#### [WHAT IS REQUIRED]
Work through the data below and give the number of lines holding "down", nothing more.

[Stored items]
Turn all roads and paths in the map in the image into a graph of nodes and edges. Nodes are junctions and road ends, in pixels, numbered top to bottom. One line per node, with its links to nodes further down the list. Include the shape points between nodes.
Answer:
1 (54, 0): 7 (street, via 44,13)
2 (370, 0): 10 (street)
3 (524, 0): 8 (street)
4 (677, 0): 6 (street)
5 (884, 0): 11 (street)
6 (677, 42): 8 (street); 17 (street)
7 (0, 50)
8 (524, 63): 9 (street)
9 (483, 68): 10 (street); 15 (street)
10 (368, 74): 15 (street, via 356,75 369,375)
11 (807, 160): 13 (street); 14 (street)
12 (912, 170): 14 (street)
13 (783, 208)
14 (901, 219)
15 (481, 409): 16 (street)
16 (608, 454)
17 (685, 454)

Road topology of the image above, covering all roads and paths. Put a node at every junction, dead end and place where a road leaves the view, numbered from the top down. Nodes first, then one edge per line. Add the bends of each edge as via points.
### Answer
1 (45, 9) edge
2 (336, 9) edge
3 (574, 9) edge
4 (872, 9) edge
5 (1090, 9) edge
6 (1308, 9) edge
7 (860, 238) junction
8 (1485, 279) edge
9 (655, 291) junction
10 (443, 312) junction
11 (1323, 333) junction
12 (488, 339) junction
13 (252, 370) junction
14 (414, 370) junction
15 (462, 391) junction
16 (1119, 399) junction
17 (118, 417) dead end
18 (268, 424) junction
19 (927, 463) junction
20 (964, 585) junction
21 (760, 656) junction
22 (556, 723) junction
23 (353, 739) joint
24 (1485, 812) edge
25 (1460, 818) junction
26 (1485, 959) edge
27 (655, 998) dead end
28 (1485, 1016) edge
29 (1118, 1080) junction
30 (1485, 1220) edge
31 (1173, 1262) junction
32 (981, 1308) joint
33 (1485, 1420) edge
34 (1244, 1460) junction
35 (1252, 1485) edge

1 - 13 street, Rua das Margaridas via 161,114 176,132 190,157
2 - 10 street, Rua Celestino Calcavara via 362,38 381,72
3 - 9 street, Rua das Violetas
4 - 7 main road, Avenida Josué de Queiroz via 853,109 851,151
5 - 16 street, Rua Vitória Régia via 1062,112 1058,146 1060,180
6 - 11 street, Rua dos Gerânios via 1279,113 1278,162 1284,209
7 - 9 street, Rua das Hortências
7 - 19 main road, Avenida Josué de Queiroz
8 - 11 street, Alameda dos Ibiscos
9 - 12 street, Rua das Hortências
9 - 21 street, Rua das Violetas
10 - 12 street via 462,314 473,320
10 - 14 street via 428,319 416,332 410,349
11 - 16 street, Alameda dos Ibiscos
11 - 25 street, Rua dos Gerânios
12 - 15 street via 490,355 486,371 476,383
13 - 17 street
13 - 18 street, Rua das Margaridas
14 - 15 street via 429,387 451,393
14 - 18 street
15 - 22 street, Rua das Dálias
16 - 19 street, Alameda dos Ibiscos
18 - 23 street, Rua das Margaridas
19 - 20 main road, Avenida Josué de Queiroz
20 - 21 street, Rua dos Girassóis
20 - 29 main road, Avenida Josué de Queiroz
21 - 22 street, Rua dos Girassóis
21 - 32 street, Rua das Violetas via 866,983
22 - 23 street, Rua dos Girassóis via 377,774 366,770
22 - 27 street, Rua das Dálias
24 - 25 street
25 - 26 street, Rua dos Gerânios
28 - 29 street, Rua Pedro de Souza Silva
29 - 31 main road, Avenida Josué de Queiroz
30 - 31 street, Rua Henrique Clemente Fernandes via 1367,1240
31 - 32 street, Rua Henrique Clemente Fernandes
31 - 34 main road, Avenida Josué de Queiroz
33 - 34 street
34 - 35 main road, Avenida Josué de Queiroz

#### [EXERCISE SOLUTION]
2